Attorneys in the child sex trial of David Lee Simpson, 44, of Whitewright, were expected to give closing statements this morning after jurors spent Monday listening to expert witnesses talk about DNA allegedly found on the clothing of a 14-year-old Lamar County girl.
Lamar County Assistant District Attorney Jill Drake argued the DNA was found on underwear worn by the girl while she and her stepfather’s best friend were hog hunting on an early Sunday morning in January 2016. She said it confirms the sexual assault described by the girl last week before a 10-woman, two-man jury in Sixth District Court.
Simpson is charged with two counts of second degree felony sexual assault of a child. He was indicted March 24, 2016, and is free on a $75,000 bond. His trial, which began a week ago, was delayed Thursday afternoon by an undisclosed emergency.
In introducing DNA evidence Monday, Drake asked two forensic scientists to describe how DNA was collected from underwear and jeans allegedly worn by the girl and then processed by the Department of Public Service crime lab. Criminal defense attorney Robert T. Jarvis also introduced a North Texas State University professor as a DNA expert.
The crime lab scientist testified the DNA of three people was found on the underwear — the girl, the defendant and a third unidentified person. Jarvis argued his client’s DNA, along with that of the third person, could have been transferred to the clothing because Simpson, as the girl’s stepfather’s friend, spent a lot of time in their home.
After Drake rested the state’s case shortly before 2 p.m., Jarvis asked for an instructed verdict, arguing the state had not provided significant evidence and saying he questioned the girl’s honesty. District Judge Wes Tidwell denied the request, and Jarvis presented his defense, introducing the university forensic professor and a former Lamar County deputy. Simpson exercised his Fifth Amendment right and did not testify.
Using possible scenarios, Jarvis led his expert witness in describing multiple ways the defendant’s DNA might have been transferred to the girl’s clothing.
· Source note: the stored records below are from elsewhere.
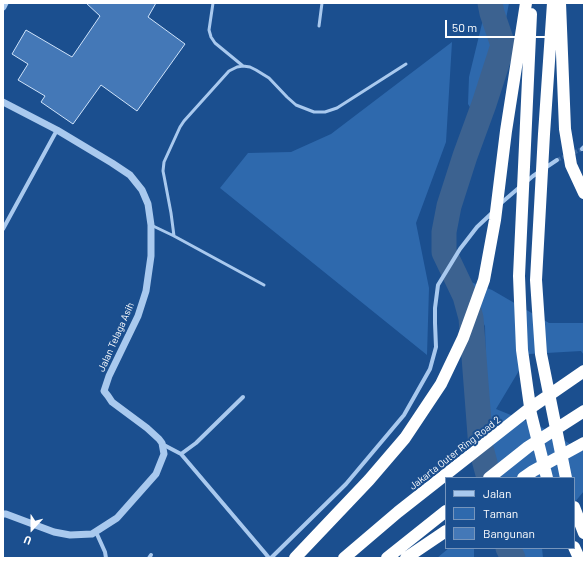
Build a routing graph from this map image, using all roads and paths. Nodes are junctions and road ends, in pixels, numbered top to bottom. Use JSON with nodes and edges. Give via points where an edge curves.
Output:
{"nodes":[{"id":1,"x":5,"y":3,"type":"edge"},
{"id":2,"x":212,"y":3,"type":"edge"},
{"id":3,"x":322,"y":3,"type":"edge"},
{"id":4,"x":526,"y":3,"type":"edge"},
{"id":5,"x":531,"y":3,"type":"edge"},
{"id":6,"x":553,"y":3,"type":"edge"},
{"id":7,"x":560,"y":3,"type":"edge"},
{"id":8,"x":3,"y":7,"type":"edge"},
{"id":9,"x":319,"y":26,"type":"dead end"},
{"id":10,"x":406,"y":64,"type":"dead end"},
{"id":11,"x":243,"y":66,"type":"junction"},
{"id":12,"x":3,"y":102,"type":"edge"},
{"id":13,"x":57,"y":130,"type":"junction"},
{"id":14,"x":557,"y":160,"type":"tunnel mouth"},
{"id":15,"x":584,"y":193,"type":"edge"},
{"id":16,"x":151,"y":225,"type":"junction"},
{"id":17,"x":3,"y":229,"type":"edge"},
{"id":18,"x":174,"y":236,"type":"junction"},
{"id":19,"x":264,"y":285,"type":"dead end"},
{"id":20,"x":584,"y":371,"type":"edge"},
{"id":21,"x":243,"y":397,"type":"dead end"},
{"id":22,"x":584,"y":411,"type":"edge"},
{"id":23,"x":162,"y":443,"type":"junction"},
{"id":24,"x":584,"y":443,"type":"edge"},
{"id":25,"x":181,"y":454,"type":"junction"},
{"id":26,"x":528,"y":475,"type":"edge"},
{"id":27,"x":490,"y":477,"type":"edge"},
{"id":28,"x":547,"y":477,"type":"edge"},
{"id":29,"x":566,"y":477,"type":"edge"},
{"id":30,"x":575,"y":510,"type":"edge"},
{"id":31,"x":445,"y":512,"type":"edge"},
{"id":32,"x":3,"y":514,"type":"edge"},
{"id":33,"x":96,"y":532,"type":"junction"},
{"id":34,"x":445,"y":532,"type":"edge"},
{"id":35,"x":584,"y":533,"type":"edge"},
{"id":36,"x":106,"y":558,"type":"edge"},
{"id":37,"x":270,"y":558,"type":"edge"},
{"id":38,"x":295,"y":558,"type":"edge"},
{"id":39,"x":344,"y":558,"type":"edge"},
{"id":40,"x":387,"y":558,"type":"edge"},
{"id":41,"x":406,"y":558,"type":"edge"}],
"edges":[{"from":1,"to":8,"type":"street"},
{"from":2,"to":11,"type":"lane","via":[[209,30],[211,37]]},
{"from":3,"to":9,"type":"lane"},
{"from":4,"to":38,"type":"highway","via":[[484,280],[463,338],[441,384],[405,438]]},
{"from":5,"to":28,"type":"highway","via":[[519,276],[522,350],[531,414]]},
{"from":6,"to":29,"type":"highway","via":[[536,280],[541,354]]},
{"from":7,"to":15,"type":"highway","via":[[565,129],[571,165]]},
{"from":10,"to":11,"type":"lane","via":[[337,108],[325,112],[314,112],[296,105],[261,72]]},
{"from":11,"to":18,"type":"lane","via":[[229,72],[184,121],[164,162],[163,171]]},
{"from":12,"to":13,"type":"street","name":"Jalan Telaga Asih"},
{"from":13,"to":16,"type":"street","name":"Jalan Telaga Asih","via":[[130,175],[142,190],[148,204]]},
{"from":13,"to":17,"type":"street"},
{"from":14,"to":37,"type":"street","via":[[505,199],[477,227],[460,249],[438,285],[435,308],[436,347],[430,369],[404,415],[346,484]]},
{"from":16,"to":18,"type":"lane"},
{"from":16,"to":23,"type":"street","name":"Jalan Telaga Asih","via":[[146,291],[138,316],[104,390],[112,402],[147,428]]},
{"from":18,"to":19,"type":"lane"},
{"from":20,"to":39,"type":"highway","name":"Jakarta Outer Ring Road 2","via":[[529,409]]},
{"from":21,"to":25,"type":"street","via":[[196,443]]},
{"from":22,"to":27,"type":"highway","via":[[528,447]]},
{"from":23,"to":25,"type":"street"},
{"from":23,"to":33,"type":"street","via":[[164,454],[156,474],[116,518]]},
{"from":24,"to":26,"type":"highway"},
{"from":25,"to":37,"type":"street"},
{"from":30,"to":35,"type":"highway"},
{"from":31,"to":40,"type":"highway"},
{"from":32,"to":33,"type":"street","via":[[59,533],[70,535]]},
{"from":33,"to":36,"type":"street"},
{"from":34,"to":41,"type":"highway"}]}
In an attempt to discredit the girl’s testimony, Jarvis questioned the former deputy about what she told him about the alleged rape in relation to where she and the defendant were and about kissing and fondling. His statements, along with those in his written report, contrast the girl’s testimony last week.
During cross examination, Drake established that the deputy had been asked to resign from the sheriff’s office in July 2017. Although the deputy testified he had no recollection of the accusations against him, Drake said he failed to attend training, which included report writing.
The defense rested its case shortly after 4 p.m.